"""

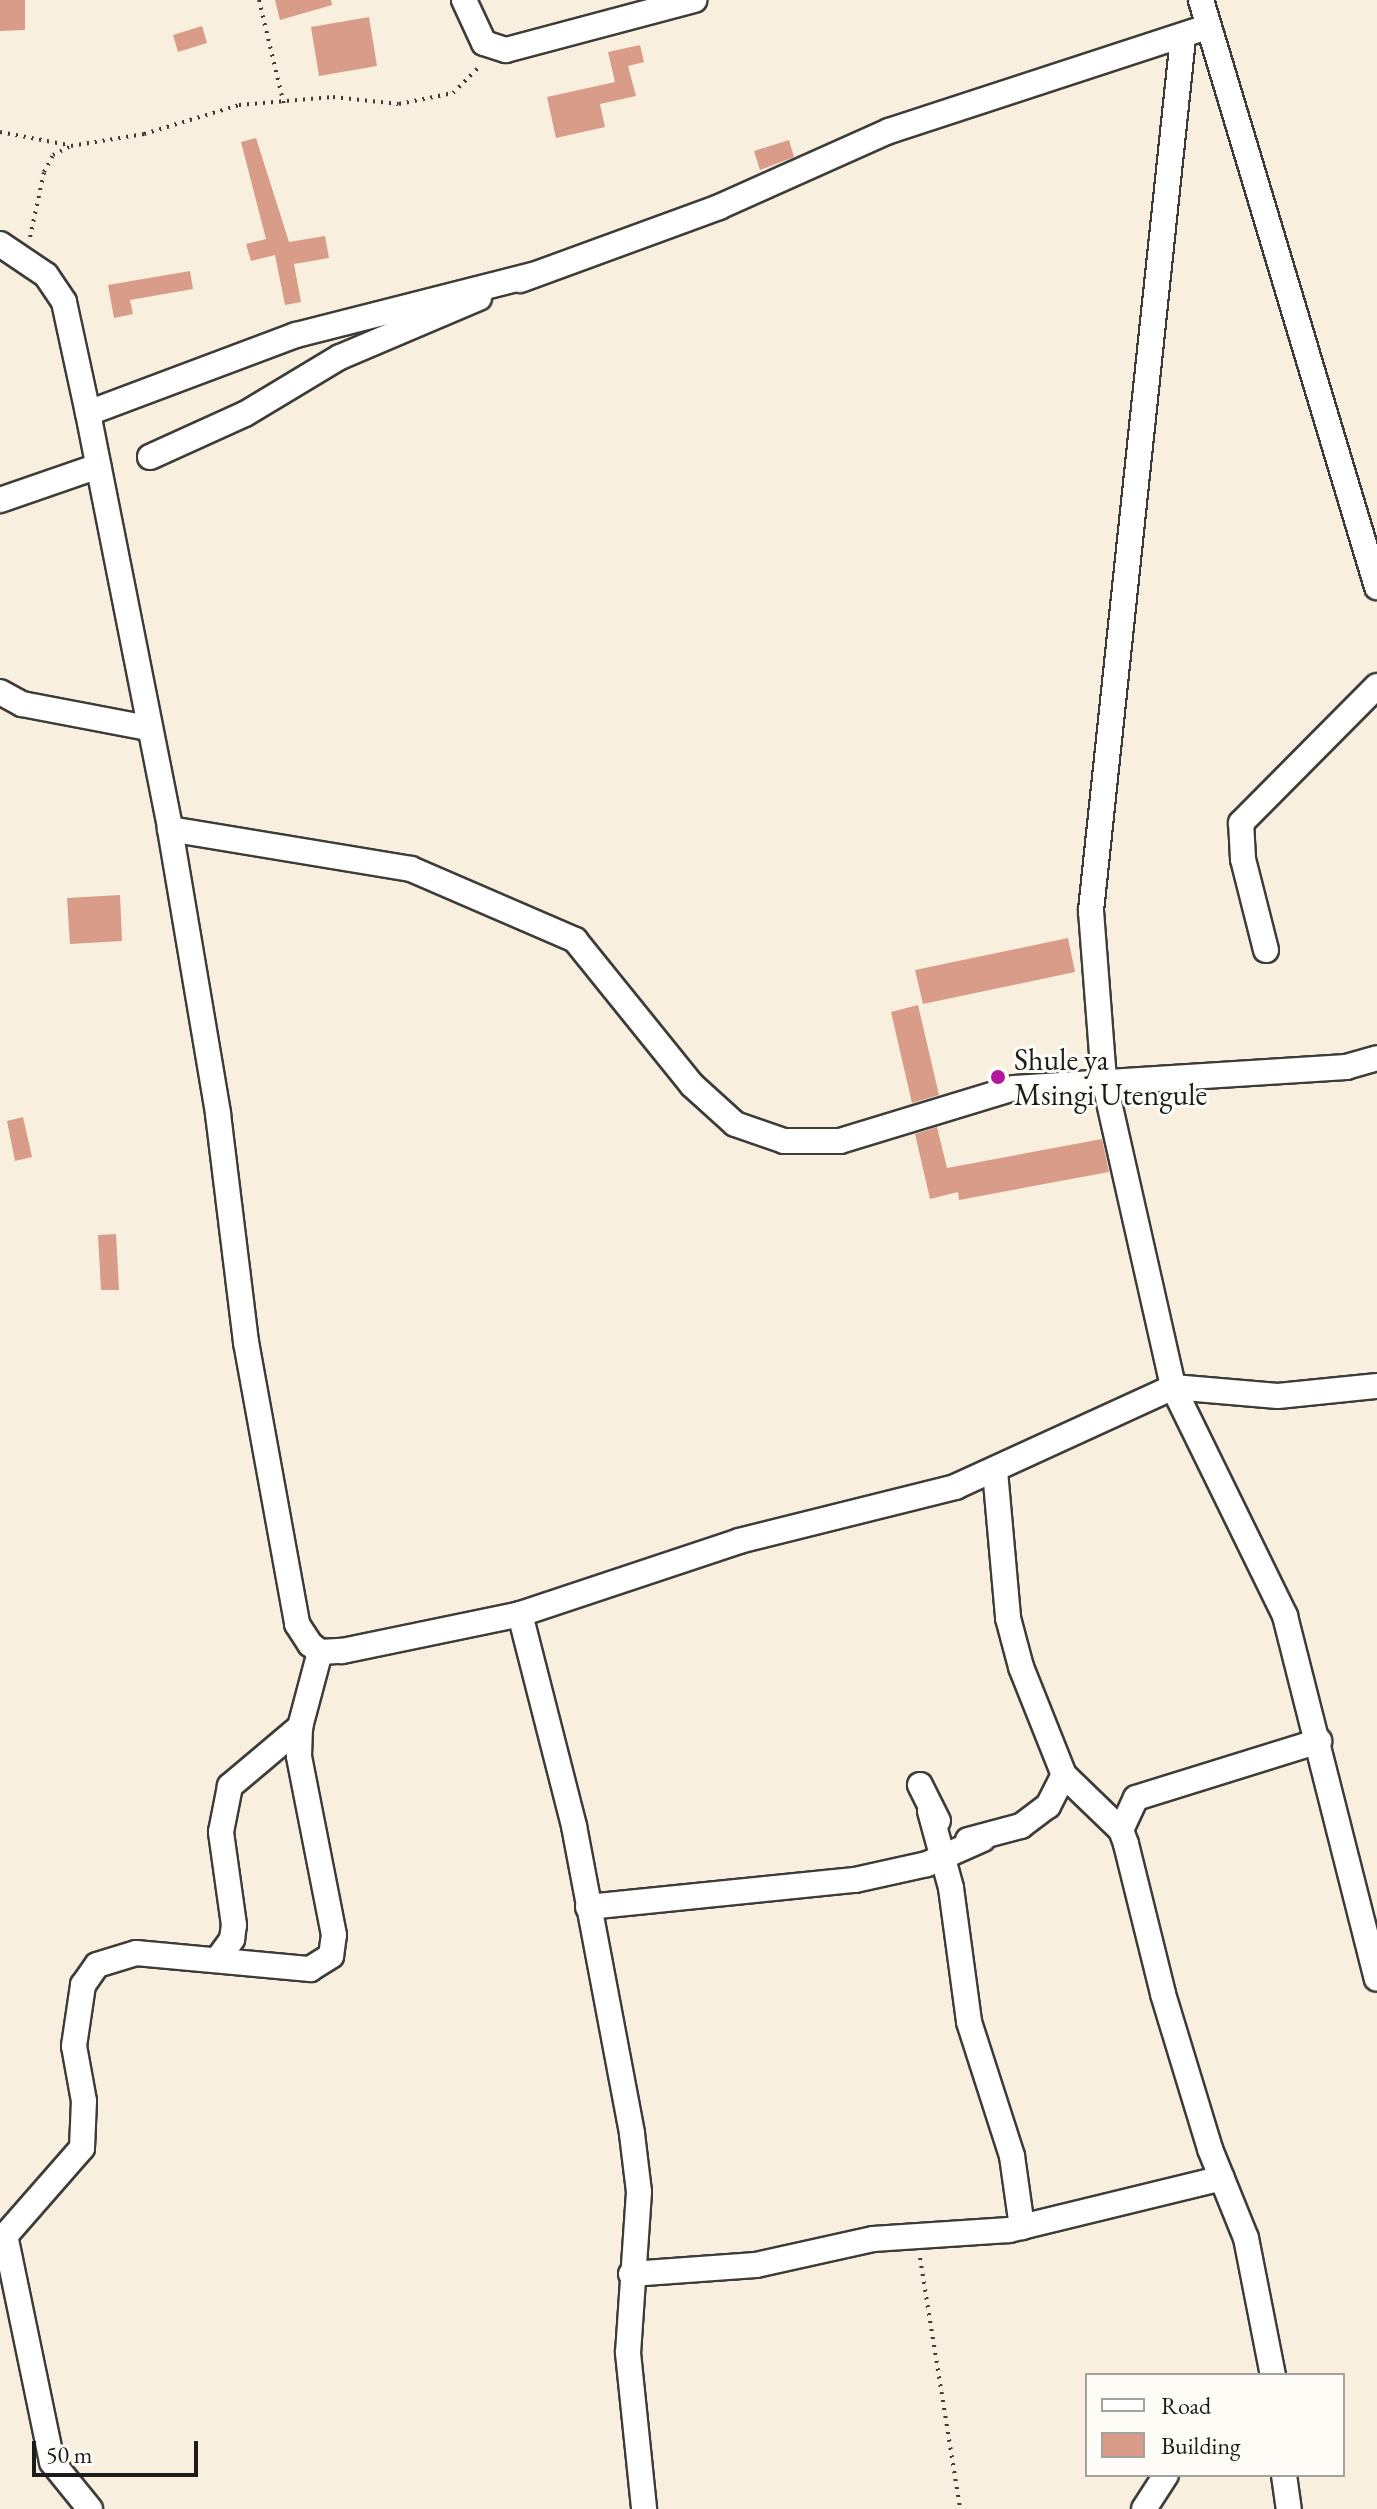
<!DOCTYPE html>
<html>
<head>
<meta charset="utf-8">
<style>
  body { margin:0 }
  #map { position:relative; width:1377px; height:2509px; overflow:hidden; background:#f8efde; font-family:"EB Garamond",serif }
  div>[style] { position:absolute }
  .building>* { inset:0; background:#d89c89 }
  .path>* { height:4px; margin-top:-2px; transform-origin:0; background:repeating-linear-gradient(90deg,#3d3c39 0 2px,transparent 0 8px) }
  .roads { filter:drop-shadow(2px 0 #3d3c39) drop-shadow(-2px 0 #3d3c39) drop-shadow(0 2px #3d3c39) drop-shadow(0 -2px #3d3c39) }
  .minor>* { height:24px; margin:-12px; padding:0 12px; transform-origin:12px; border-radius:12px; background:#fff }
  .dots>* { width:22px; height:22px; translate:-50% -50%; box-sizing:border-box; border:4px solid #fdfcf7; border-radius:50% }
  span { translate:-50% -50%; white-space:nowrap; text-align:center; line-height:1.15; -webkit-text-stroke:6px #fdfcf7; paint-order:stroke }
  .poi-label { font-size:30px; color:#1c1c1c }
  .left { translate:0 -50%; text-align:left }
  .legend { position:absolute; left:1085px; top:2373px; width:260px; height:104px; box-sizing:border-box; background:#fdfcf7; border:2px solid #a3a29f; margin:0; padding:10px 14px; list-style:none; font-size:24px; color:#1c1c1c }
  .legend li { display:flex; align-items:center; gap:16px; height:40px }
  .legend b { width:40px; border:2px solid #a3a29f }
  .scale { position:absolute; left:32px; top:2441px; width:166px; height:36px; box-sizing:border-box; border:4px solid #1c1c1c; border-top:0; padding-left:10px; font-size:24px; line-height:28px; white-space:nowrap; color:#1c1c1c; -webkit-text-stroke:6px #fdfcf7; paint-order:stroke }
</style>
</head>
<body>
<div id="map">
  <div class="building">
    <i style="clip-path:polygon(0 0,25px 0,25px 30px,0 31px)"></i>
    <i style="clip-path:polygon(275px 0,331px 0,332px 5px,280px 20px)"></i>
    <i style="clip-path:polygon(369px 17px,377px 66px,319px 76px,311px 27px)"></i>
    <i style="clip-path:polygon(202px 26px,207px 43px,178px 52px,173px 35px)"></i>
    <i style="clip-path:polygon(640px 45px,644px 62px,628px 66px,636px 96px,600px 104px,605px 127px,556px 138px,547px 97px,615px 82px,608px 52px)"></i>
    <i style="clip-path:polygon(256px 138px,289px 242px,325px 236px,329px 258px,294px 264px,301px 302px,285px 305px,275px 255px,251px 261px,246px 244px,266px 239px,241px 142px)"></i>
    <i style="clip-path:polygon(789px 140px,794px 157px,760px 170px,754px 151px)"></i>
    <i style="clip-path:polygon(190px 271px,193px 289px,130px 300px,133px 314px,114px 318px,108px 285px)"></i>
    <i style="clip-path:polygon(120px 895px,122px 941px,70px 944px,67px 898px)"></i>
    <i style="clip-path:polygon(1068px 938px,1075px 972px,923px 1004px,915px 970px)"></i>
    <i style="clip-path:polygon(918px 1005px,939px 1095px,912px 1103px,891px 1012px)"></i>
    <i style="clip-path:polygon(23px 1117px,32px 1157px,15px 1161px,7px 1121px)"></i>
    <i style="clip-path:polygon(937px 1127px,947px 1168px,1102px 1139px,1109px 1172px,959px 1200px,958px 1192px,930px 1199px,915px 1134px)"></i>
    <i style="clip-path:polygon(116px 1234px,119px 1290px,101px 1290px,98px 1235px)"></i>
  </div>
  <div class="path">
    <i style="left:259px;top:0;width:108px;rotate:76.6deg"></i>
    <i style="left:0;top:132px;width:69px;rotate:10.8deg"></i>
    <i style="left:30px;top:237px;width:66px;rotate:-77.8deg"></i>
    <i style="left:44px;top:172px;width:19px;rotate:-62deg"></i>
    <i style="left:53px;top:155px;width:20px;rotate:-27deg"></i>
    <i style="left:71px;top:146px;width:74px;rotate:-9.3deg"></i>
    <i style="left:144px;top:134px;width:99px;rotate:-17deg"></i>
    <i style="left:239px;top:105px;width:94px;rotate:-4.9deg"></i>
    <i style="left:333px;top:97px;width:66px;rotate:6.1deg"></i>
    <i style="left:399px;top:104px;width:55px;rotate:-11.5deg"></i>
    <i style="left:453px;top:93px;width:38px;rotate:-45deg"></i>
    <i style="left:920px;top:2258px;width:254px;rotate:80.9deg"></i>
  </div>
  <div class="roads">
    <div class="minor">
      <i style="left:464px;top:0;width:47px;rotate:65.1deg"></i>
      <i style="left:484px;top:43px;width:23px;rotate:18deg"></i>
      <i style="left:506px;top:50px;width:195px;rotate:-14.9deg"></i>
      <i style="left:1201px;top:0;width:613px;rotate:73.31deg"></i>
      <i style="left:1183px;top:38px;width:878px;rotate:96.02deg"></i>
      <i style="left:1091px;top:911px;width:169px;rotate:85.6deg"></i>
      <i style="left:1104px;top:1080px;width:315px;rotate:77.3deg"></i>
      <i style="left:1173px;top:1387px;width:255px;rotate:63.9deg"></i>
      <i style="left:1285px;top:1616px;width:374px;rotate:75.8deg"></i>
      <i style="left:0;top:244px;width:55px;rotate:34deg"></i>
      <i style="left:46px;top:275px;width:32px;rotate:56deg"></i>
      <i style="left:64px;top:302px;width:114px;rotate:77.8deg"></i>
      <i style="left:532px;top:275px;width:244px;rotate:165.7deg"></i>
      <i style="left:296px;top:335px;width:222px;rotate:159.4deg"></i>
      <i style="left:88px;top:413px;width:424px;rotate:78.8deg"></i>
      <i style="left:170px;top:829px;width:289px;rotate:80.4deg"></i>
      <i style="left:218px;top:1114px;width:230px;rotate:83deg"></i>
      <i style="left:246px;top:1342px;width:287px;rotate:79.7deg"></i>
      <i style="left:297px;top:1624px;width:24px;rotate:57deg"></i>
      <i style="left:310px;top:1644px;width:13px;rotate:39deg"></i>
      <i style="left:320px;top:1652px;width:22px;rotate:-3deg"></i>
      <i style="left:342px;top:1651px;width:182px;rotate:-11.7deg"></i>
      <i style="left:520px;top:1614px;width:231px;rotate:-18.4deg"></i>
      <i style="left:739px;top:1541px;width:223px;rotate:-14deg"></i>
      <i style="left:955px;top:1487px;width:240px;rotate:-24.6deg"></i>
      <i style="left:1173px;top:1387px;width:105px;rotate:4.9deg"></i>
      <i style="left:1278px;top:1396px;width:100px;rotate:-5.8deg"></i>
      <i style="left:520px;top:280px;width:212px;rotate:-20.1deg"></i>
      <i style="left:719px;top:207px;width:186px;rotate:-24.1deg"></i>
      <i style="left:889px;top:131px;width:335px;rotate:-18.1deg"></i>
      <i style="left:150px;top:457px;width:104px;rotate:-24.4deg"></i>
      <i style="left:245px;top:414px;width:111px;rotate:-31deg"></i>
      <i style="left:340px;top:357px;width:151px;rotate:-23deg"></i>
      <i style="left:0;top:500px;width:104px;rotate:-19.1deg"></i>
      <i style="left:0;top:692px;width:25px;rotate:29deg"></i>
      <i style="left:22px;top:704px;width:128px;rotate:10.8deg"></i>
      <i style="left:170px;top:829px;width:244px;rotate:9.4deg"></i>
      <i style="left:411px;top:869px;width:179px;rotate:23.4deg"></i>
      <i style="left:575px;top:940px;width:186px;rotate:51.1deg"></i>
      <i style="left:692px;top:1085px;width:58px;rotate:42.2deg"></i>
      <i style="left:735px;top:1124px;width:52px;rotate:19.1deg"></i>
      <i style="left:784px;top:1141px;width:56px"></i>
      <i style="left:840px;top:1141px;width:182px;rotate:-16.9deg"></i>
      <i style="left:1014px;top:1088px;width:333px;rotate:-3.6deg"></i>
      <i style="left:1346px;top:1067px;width:32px;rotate:-16deg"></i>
      <i style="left:1266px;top:950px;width:94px;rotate:-104.2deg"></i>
      <i style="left:1243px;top:859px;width:36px;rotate:-93deg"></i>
      <i style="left:1241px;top:823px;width:193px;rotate:-45.2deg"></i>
      <i style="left:995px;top:1471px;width:148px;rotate:84.9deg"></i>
      <i style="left:1008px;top:1618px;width:51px;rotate:75.1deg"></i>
      <i style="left:1021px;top:1667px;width:116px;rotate:68.3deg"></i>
      <i style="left:1064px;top:1775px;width:79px;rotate:44deg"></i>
      <i style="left:1121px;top:1830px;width:15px;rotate:70deg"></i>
      <i style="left:1126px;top:1844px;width:154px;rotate:76.1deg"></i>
      <i style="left:1163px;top:1994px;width:162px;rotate:73.1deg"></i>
      <i style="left:1210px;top:2149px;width:96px;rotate:68deg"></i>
      <i style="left:1246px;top:2238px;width:140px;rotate:78.9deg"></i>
      <i style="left:520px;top:1614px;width:219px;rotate:75.7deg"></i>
      <i style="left:574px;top:1826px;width:313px;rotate:79.3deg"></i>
      <i style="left:632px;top:2134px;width:58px;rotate:83.1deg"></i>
      <i style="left:639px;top:2192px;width:161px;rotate:93.9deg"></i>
      <i style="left:628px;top:2353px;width:157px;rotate:84.1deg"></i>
      <i style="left:920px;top:1785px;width:40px;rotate:63.4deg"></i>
      <i style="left:930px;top:1811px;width:80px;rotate:74.7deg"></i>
      <i style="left:951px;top:1888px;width:135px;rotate:82.3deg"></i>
      <i style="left:969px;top:2022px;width:141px;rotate:72.2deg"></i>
      <i style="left:1012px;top:2156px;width:72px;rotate:82deg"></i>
      <i style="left:1121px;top:1830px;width:35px;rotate:-65deg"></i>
      <i style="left:1136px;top:1798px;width:192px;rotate:-17.3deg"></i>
      <i style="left:968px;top:1840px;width:55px;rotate:-14.8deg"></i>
      <i style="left:1021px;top:1826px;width:34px;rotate:-37deg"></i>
      <i style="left:1048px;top:1806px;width:35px;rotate:-63deg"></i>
      <i style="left:588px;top:1907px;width:268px;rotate:-5.8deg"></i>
      <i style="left:855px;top:1880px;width:74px;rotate:-12.5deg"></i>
      <i style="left:927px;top:1864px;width:61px;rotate:-24.1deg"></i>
      <i style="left:217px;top:1960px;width:26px;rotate:-54deg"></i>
      <i style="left:232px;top:1939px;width:14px;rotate:-82deg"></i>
      <i style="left:234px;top:1925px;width:94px;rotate:-98deg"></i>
      <i style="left:221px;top:1832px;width:47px;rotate:-78.9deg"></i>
      <i style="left:230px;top:1786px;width:92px;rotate:-40.1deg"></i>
      <i style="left:631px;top:2274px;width:125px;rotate:-4.1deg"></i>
      <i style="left:756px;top:2265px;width:120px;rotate:-12.5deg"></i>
      <i style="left:873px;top:2239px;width:136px;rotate:-3.8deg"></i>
      <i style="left:1009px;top:2230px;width:219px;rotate:-13.7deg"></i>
      <i style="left:1284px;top:2475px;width:34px;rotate:82deg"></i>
      <i style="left:90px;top:2509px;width:60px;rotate:-129deg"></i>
      <i style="left:52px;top:2462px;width:231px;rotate:-101.7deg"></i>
      <i style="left:5px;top:2236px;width:117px;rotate:-48.8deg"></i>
      <i style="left:82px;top:2148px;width:47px;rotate:-87.6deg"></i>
      <i style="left:84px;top:2101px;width:56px;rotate:-100.3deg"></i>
      <i style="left:74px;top:2046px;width:62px;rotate:-81.6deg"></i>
      <i style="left:83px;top:1985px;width:24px;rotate:-55deg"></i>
      <i style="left:97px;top:1965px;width:41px;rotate:-17.1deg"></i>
      <i style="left:136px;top:1953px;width:175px;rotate:5.3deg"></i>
      <i style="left:310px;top:1969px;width:25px;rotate:-32deg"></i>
      <i style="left:331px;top:1956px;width:21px;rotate:-82deg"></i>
      <i style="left:334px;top:1935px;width:182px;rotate:-101.1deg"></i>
      <i style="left:299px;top:1756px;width:29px;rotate:-88deg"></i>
      <i style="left:300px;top:1727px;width:78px;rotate:-75.1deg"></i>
      <i style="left:1144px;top:2509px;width:40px;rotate:-57.1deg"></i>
    </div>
  </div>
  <div class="dots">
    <i style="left:998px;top:1077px;background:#b5179e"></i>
  </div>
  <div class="poi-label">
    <span class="left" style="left:1014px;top:1077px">Shule ya<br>Msingi Utengule</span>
  </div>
  <ul class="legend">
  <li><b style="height:10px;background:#fff"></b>Road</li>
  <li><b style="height:22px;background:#d89c89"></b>Building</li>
  </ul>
  <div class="scale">50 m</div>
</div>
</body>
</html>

"""

**Work required:** Give again, please, precisely the lines that begin the records and run through the line with "position:relative; width:1377px; height:2509px;" in it, keeping both end lines and dropping any pictures.

**Answer for this exercise:**
<!DOCTYPE html>
<html>
<head>
<meta charset="utf-8">
<style>
  body { margin:0 }
  #map { position:relative; width:1377px; height:2509px; overflow:hidden; background:#f8efde; font-family:"EB Garamond",serif }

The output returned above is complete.